As Doha disappoints on delivering any real progress on reducing global CO2 emissions, new research demonstrates that a key component of coral reef structures may be more resilient in the face of increasing…

Everyone wants good news about coral, but we shouldn’t misinterpret the latest findings. Phil Camill

As Doha disappoints on delivering any real progress on reducing global CO2 emissions, new research demonstrates that a key component of coral reef structures may be more resilient in the face of increasing CO2 levels, and consequent declining seawater pH, than was previously thought.

However, while this is a good news story for the reefs, it does not mean that the entire reef is going to survive the negative impacts of ocean acidification associated with rising atmospheric CO2.

While investigating the mineral structure of a common coral reef alga, Porolithon onkodes, we found that there was an extra mineral, dolomite, present in many of the algae collected from the high-energy reef front environment.

These algae are known as coralline algae because, similarly to corals, they produce a carbonate skeleton. Corals produce a carbonate mineral CaCO3 called aragonite. The coralline algae form magnesium calcite, a mineral that is mostly CaCO3 but with 10-20% substitution by magnesium for calcium.

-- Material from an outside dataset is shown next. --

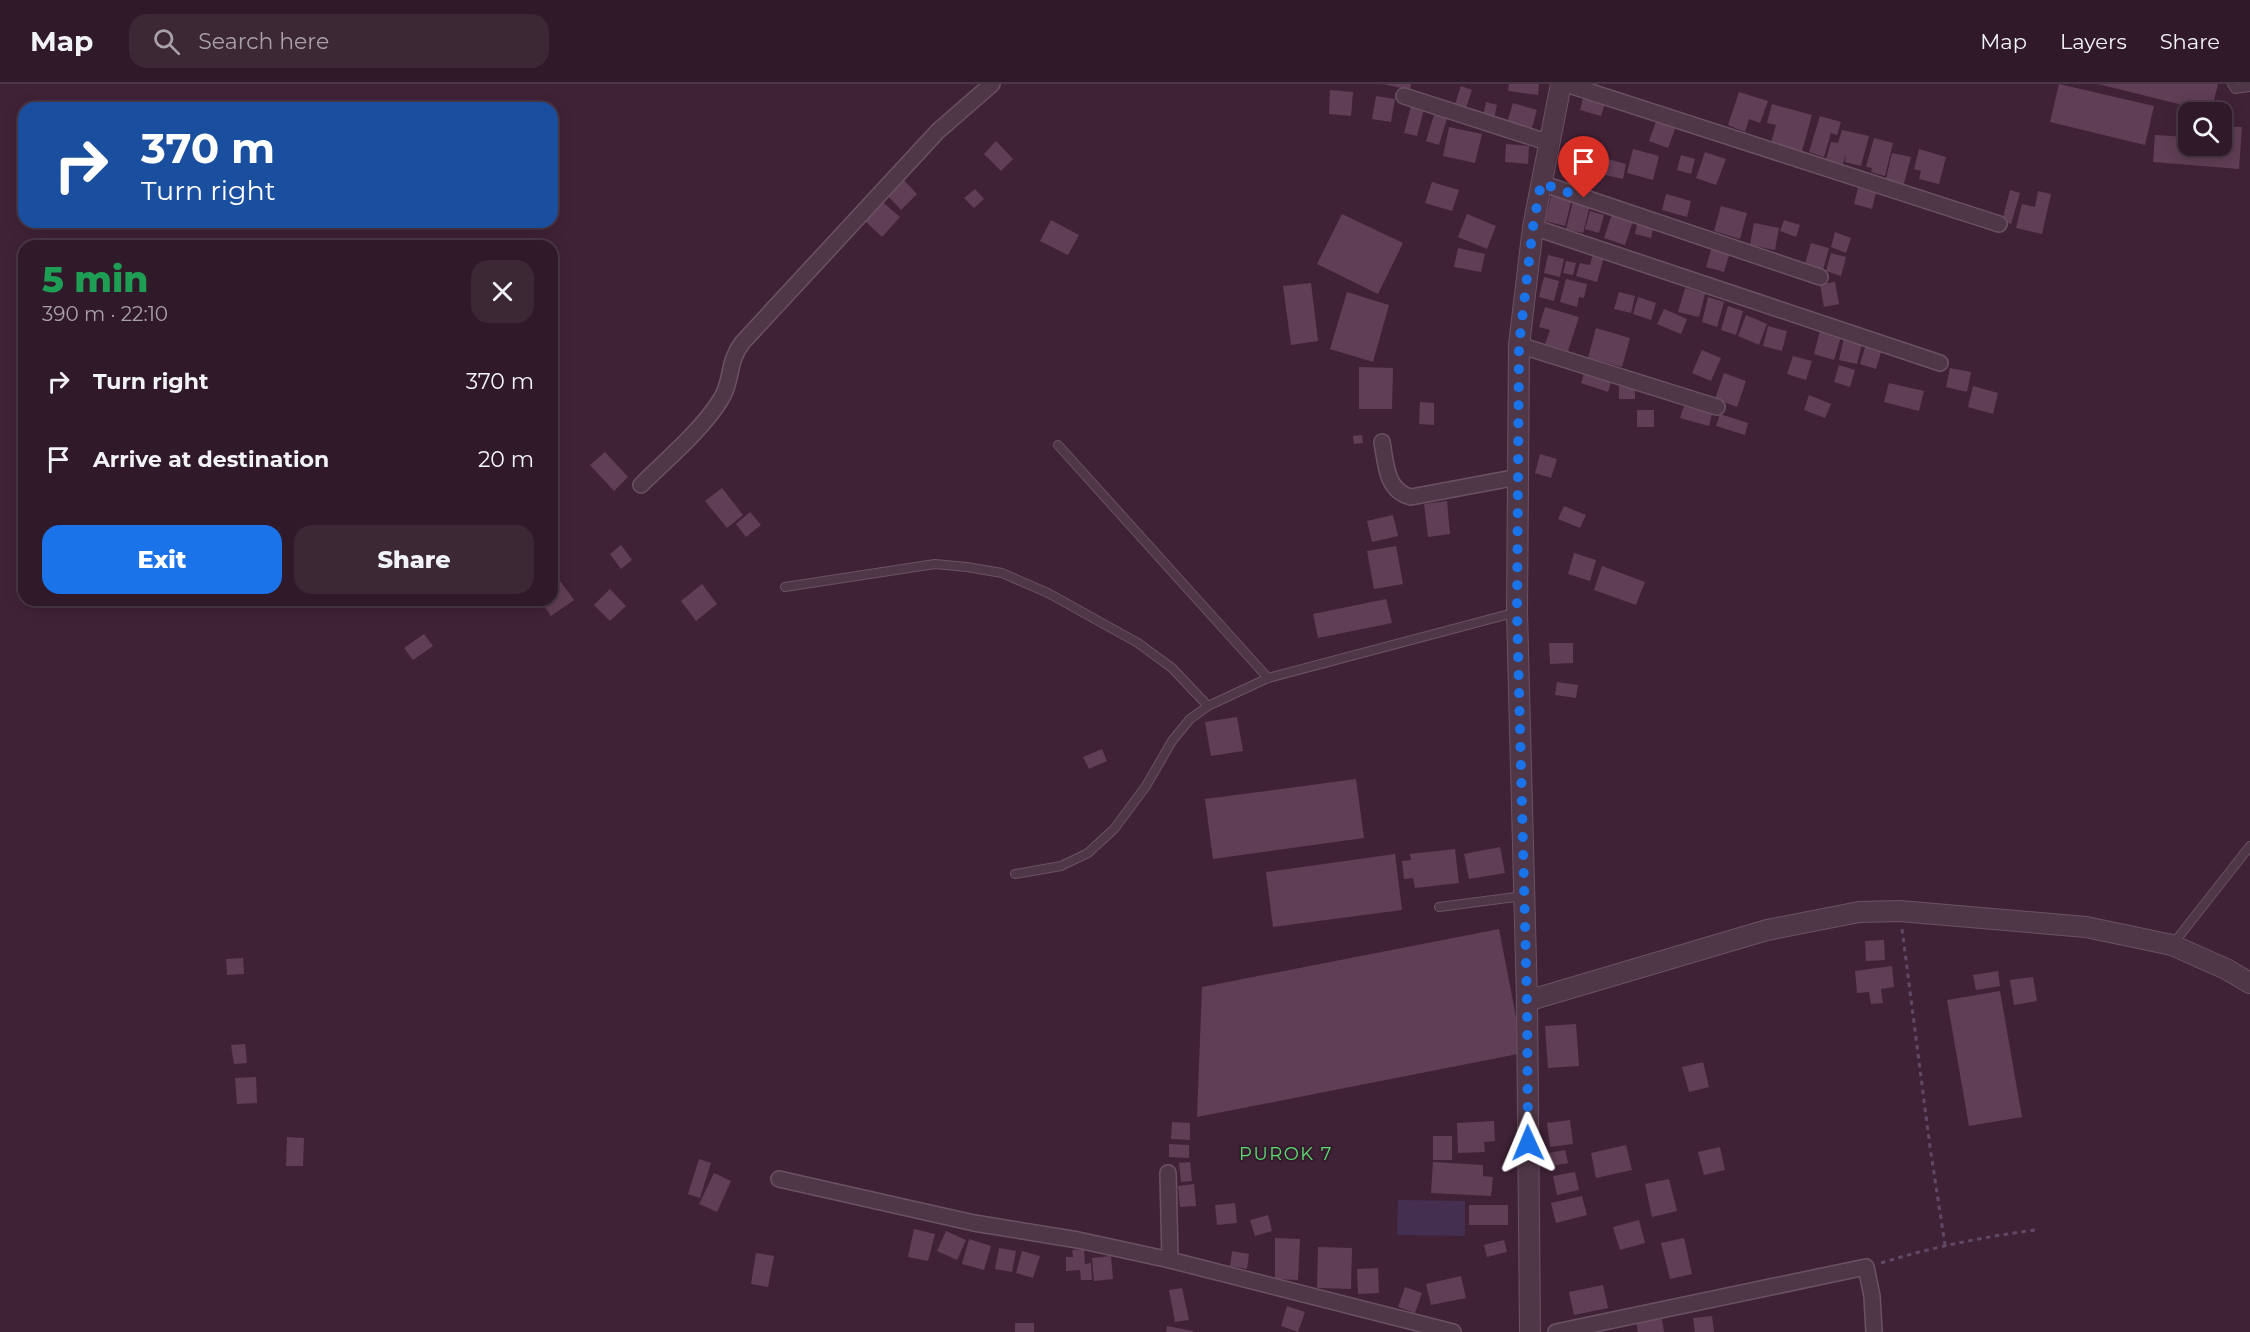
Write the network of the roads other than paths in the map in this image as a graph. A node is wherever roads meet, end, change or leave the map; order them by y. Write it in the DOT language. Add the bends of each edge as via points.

In many reefs the upper-most reef front structure is predominantly built by coralline algae, as delicate branching corals cannot develop in this wave break zone. Therefore, discovering that this algae looks to be a survivor under higher CO2 scenarios is most definitely good news, particularly for tropical island communities that are protected from high energy waves by these algal ridges.

The discovery that these algae produce dolomite, which is 50% magnesium instead of calcium and chemically very stable, was in itself an exciting discovery. Dolomite is most familiar to people as the mineral that gives the Dolomite Alps of Italy their name: dolomitized fossil coral reefs dominate the alps.

This dolomitization process was thought to be a chemical alteration of the reef limestone that took place long after a coral reef had died. Discovering that living algae in modern coral reefs can form this dolomite prolifically meant reconsidering what we thought we knew about the chemical stability of these algae.

Our experiments showed that dolomite corallines had 6-10 times less dissolution of the skeleton compared to the coralline algae without dolomite. Although dissolution increased in the high CO2 water, the total rate was still minimal. We found that dolomite was common in algae from many tropical reefs, but it seems to be restricted to the shallow, highest energy parts of the reef.

What does this finding mean for the Great Barrier Reef and other tropical reefs? First, I must make clear that our research related to coralline algae, not corals.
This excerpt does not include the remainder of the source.